Cieply and Barnes are right — HFPA’s True Grit shutdown and its support of The Fighter was one hell of a surprise to the Hollywood community, and indeed to the world. Unless, that is, you’d been reading my comments about these films since they first began to be shown, in which case the Golden Globe noms would have gotten a shrug. I don’t give a shit about the Globes, but their nomination sentiments are usually in line with the Academy’s, and as soon as I saw these two films I sensed a fairly obvious current — The Fighter has it and True Grit doesn’t.
In a 12.1 review, I explained that Grit was a remote and mostly dislikable film, and that “craft only gets you so far…a film has to be about something that matters to many if not most people. True Grit [is] beautifully made with some deliciously formal old-west dialogue (much of it straight from the Charles Portis novel, I gather) and a smart, spunky debut performance from Hallie Steinfeld, but it’s basically a cold and mannered art western that matters not.
“The Coens are obviously cream-of-the-crop fellows but I didn’t give a hang about any of it. Their film has a certain historical charm and color but it feels too brusque and chilly, and it’s nowhere near as amusing as I’d heard it would be.”

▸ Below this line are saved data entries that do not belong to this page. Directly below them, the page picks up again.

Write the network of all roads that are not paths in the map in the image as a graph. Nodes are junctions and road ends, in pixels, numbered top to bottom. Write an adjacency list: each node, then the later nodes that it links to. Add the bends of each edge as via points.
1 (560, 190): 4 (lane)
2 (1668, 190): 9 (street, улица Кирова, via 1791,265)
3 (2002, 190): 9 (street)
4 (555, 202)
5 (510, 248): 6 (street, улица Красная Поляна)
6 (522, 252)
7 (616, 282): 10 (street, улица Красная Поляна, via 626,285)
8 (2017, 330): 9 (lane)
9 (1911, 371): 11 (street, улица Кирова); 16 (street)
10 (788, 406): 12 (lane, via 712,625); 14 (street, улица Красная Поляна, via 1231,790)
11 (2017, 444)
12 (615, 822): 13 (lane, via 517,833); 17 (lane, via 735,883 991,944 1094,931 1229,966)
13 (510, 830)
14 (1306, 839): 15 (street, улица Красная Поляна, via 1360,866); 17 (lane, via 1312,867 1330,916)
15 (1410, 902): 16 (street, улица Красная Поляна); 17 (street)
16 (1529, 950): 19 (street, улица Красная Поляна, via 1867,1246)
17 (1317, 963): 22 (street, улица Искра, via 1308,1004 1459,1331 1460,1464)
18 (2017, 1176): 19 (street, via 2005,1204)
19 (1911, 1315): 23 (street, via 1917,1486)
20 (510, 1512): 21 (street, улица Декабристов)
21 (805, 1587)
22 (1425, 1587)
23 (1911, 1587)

In an 11.12 piece called “Fighter Takes Manhattan,” I said without equivocation that David O. Russell‘s film “is not a ‘possible’ Best Picture nominee,” as Indiewire‘s Anne Thompson had put it. “It’s a lock for it, and if this doesn’t happen something is really and emphatically wrong with the Academy membership.”
On 12.8 I wrote that I’d “suggested to a columnist pal that he needs to focus on the surging of The Fighter as a Best Picture contender. This is a really well-made, deeply populist, authentic blue-collar drama that’s much better and far less sappy than…I don’t even want to mention Sylvester Stallone‘s Rocky because it just diminishes The Fighter‘s brand when I do that.” And then I gushed again on 12.10.
So who was saying that True Grit would be a contender? David Poland (bestower of the “curse”), Anthony Breznican and…? And who was pooh-poohing The Fighter‘s chances? Indiewire‘s Anne Thompson said a few weeks back that Russell has to pay for his You Tube on-set tantrums, but of course Fighter costar Christian Bale is just as renowned in this realm and is all but guaranteed to be nominated for Best Supporting Actor, and is in fact looking like the likely winner. I don’t think Russell has any lingering Huckabees issues because he’s wearing his hair shorter, and since he was wearing it much longer during Huckabees people, I think, get the symbolism of this.